Analysis: Trump's ambassador pick is cause for Netanyahu to celebrate

David Friedman is the anti-Martin Indyk.

Israel looks forward to working with Trump, says Israeli Ambassador to the US Ron Dermer
Prime Minister Benjamin Netanyahu could have been excused for dancing a jig in Friday morning’s wee hours when US President-elect Donald Trump announced his long-time bankruptcy lawyer David Friedman as nominee for Washington’s next ambassador to Israel.
For Friedman is the anti-Martin Indyk, the anti-Daniel Kurtzer, two former Jewish ambassadors to Israel who often obsessed about the settlements.
Kurtzer and Indyk – when they served as ambassadors and when they left to take other positions – saw construction anywhere beyond the Green Line as the main hurdle to Mideast peace.
Friedman – the president of American Friends of Bet El Institutions – takes a completely opposing view.
Current Ambassador Dan Shapiro has faithfully toed the Obama administration’s line opposing the settlements, but never with the same degree of vehemence as Kurtzer, or especially as Indyk. And Indyk was no bit-player in the administration’s Mideast policy. He served as John Kerry’s special envoy in 2013 and 2014 when the US secretary of state launched his failed attempt to solve the Mideast conflict in nine months.
During that period, and after, Indyk – who was ambassador here twice, once when Netanyahu was prime minister from 1995 to 1997, and again briefly during the reigns of Ehud Barak and Ariel Sharon from 2000 to 2001 – never hid his distaste for Netanyahu and his policies.
Now comes Friedman, a man who questions whether a two-state solution is realistic, who favors construction in the settlements, who wants to move the US embassy to Jerusalem and who detests J Street. Going from Indyk as a central interlocutor to Friedman, Netanyahu must feel as if has died and gone to heaven.
It is not that Friedman will be setting policy. There is a big difference between the power to set policy – which is Trump’s – and influence. But Friedman will definitely have influence.
As Trump’s trusted bankruptcy lawyer, Friedman is undeniably close to the president- elect and will be able to whisper into his ear. And what he will whisper is sure to be quite different from what some veteran hands in the State Department will be saying.
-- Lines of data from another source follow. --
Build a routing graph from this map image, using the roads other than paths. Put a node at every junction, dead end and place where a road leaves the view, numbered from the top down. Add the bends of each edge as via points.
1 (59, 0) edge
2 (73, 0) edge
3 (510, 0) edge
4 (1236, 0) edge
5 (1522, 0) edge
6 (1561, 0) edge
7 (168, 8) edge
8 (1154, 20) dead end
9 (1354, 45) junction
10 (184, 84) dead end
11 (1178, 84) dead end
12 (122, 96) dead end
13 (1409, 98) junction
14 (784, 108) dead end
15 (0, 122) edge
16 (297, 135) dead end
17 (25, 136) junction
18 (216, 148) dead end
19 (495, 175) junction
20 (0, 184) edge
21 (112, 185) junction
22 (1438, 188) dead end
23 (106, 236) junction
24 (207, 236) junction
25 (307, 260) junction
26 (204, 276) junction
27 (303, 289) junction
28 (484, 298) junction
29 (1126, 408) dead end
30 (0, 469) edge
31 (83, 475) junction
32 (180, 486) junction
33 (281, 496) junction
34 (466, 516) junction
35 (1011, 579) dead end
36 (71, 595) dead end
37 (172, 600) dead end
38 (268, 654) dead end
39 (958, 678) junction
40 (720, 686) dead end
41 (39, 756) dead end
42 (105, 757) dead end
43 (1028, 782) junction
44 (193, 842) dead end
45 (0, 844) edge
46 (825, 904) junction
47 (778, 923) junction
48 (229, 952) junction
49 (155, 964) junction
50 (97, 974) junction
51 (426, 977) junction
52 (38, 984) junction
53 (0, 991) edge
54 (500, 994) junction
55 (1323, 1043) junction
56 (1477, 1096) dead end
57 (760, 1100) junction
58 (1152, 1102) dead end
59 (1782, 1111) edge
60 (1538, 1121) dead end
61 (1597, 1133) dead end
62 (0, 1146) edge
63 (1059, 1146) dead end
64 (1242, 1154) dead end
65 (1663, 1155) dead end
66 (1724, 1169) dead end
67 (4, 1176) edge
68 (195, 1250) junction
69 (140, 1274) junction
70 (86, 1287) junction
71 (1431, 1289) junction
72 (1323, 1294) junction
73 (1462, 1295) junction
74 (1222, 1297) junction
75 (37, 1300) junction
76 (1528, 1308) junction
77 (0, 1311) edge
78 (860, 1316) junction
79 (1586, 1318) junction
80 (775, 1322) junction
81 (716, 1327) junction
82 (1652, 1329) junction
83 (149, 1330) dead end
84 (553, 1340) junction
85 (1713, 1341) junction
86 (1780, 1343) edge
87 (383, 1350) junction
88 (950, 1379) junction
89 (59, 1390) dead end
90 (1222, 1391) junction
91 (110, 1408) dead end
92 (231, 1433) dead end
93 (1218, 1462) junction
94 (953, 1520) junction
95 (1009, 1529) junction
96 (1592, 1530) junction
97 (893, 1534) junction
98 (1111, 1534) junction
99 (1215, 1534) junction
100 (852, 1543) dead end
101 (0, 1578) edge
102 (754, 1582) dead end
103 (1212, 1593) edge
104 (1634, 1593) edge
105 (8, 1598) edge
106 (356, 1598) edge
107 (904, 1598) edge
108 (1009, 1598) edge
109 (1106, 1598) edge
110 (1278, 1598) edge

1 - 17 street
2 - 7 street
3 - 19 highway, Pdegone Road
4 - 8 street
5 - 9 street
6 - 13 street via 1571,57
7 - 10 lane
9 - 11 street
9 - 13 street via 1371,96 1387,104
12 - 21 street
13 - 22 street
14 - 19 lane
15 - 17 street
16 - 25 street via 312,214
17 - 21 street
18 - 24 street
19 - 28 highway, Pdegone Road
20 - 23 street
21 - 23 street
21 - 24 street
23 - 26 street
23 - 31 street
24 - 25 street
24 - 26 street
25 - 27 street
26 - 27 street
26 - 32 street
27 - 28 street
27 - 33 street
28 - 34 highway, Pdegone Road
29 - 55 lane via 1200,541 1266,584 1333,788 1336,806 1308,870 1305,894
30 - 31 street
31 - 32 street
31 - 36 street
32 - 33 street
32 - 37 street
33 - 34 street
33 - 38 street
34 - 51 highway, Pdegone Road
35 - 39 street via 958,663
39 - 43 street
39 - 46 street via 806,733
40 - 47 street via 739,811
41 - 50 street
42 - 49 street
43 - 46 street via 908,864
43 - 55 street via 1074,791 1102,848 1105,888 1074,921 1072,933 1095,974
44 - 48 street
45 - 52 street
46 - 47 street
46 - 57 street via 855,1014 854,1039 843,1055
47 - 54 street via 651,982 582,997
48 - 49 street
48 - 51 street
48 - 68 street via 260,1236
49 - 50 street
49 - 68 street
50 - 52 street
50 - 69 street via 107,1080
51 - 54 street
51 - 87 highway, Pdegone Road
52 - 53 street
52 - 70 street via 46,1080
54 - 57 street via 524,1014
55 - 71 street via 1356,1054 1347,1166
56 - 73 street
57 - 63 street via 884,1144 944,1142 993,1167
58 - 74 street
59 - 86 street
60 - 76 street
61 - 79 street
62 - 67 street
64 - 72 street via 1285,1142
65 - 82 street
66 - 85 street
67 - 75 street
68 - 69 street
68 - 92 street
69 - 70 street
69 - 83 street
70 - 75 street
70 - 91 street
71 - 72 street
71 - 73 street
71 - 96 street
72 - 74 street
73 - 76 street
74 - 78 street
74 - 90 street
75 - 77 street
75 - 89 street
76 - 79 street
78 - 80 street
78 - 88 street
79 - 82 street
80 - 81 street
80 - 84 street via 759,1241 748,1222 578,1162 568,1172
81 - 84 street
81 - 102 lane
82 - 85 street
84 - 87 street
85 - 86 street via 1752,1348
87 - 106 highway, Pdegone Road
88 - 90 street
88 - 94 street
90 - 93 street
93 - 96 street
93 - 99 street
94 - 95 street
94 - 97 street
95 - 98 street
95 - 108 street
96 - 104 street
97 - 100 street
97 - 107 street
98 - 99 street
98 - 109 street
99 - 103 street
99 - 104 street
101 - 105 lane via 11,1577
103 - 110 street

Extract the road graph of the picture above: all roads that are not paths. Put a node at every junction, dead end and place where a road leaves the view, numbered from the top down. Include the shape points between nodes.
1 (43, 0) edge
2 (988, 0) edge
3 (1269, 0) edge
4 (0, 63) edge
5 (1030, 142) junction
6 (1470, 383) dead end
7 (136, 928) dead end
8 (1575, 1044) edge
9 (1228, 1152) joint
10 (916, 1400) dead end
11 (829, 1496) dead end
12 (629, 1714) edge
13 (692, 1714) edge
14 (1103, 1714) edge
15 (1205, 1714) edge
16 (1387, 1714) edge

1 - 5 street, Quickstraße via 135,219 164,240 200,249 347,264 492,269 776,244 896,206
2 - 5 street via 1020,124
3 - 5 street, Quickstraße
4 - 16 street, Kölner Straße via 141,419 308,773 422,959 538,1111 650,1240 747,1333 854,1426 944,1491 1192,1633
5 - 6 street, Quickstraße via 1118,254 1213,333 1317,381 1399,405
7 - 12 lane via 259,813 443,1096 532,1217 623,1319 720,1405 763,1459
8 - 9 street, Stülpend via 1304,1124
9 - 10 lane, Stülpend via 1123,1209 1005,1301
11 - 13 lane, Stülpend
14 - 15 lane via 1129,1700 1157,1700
The left-wing J Street lobbying organization, predictably, decried the nomination, with its president Jeremy Ben-Ami posting on Twitter that Friedman “is anathema to values that underlie [the] US-Israel relationship,” and that the group will “fight this with all we’ve got.”
His anger is understandable, since Friedman wrote during the summer that J Street was worse than kapos, the Jews who turned fellow Jews over to the Nazis.
Writing on the Arutz Sheva website, Friedman said: “The kapos faced extraordinary cruelty, and who knows what any of us would have done under those circumstances to save a loved one? But J Street? They are just smug advocates of Israel’s destruction delivered from the comfort of their secure American sofas – it’s hard to imagine anyone worse.”
J Street’s influence and power over the last eight years flowed in large part from its closeness and access to US President Barack Obama and his advisers. That access will now be cut off, and the next president will hear more from people like Friedman than from people like Ben-Ami.
An argument has been made that Friedman’s appointment might make political life difficult for Netanyahu because, with a US ambassador to his right – closer to the worldview of Bayit Yehudi head Naftali Bennett than to his own – he will no longer be able to make excuses to the Right as to why he is not building more in the settlements.
But given a choice between an ambassador who takes issue with any home built in any Jewish community beyond the Green Line – be it east Jerusalem, Gush Etzion or Yitzhar – and one who will not send cables to Washington advocating a harsh State Department response for every new home, it is safe to assume that Netanyahu prefers the latter.
It is easier for a prime minister to deal with domestic political problems than with full-blown international condemnation supported by Washington.
Jerusalem did not applaud the appointment earlier in the week of ExxonMobil CEO Rex Tillerson as the next secretary of state. Not because of anything against Tillerson – nothing is known of his positions on Israel – but because so much was known and liked about the other candidates mentioned: Mitt Romney, Rudy Giuliani and John Bolton.
While there is no comparison between the power and importance of the secretary of state and that of ambassador to Israel, Friedman’s appointment provides some of the unswerving support for the current government’s policies that does not seem to be a major part of Tillerson’s thinking. Cause enough for Netanyahu to celebrate.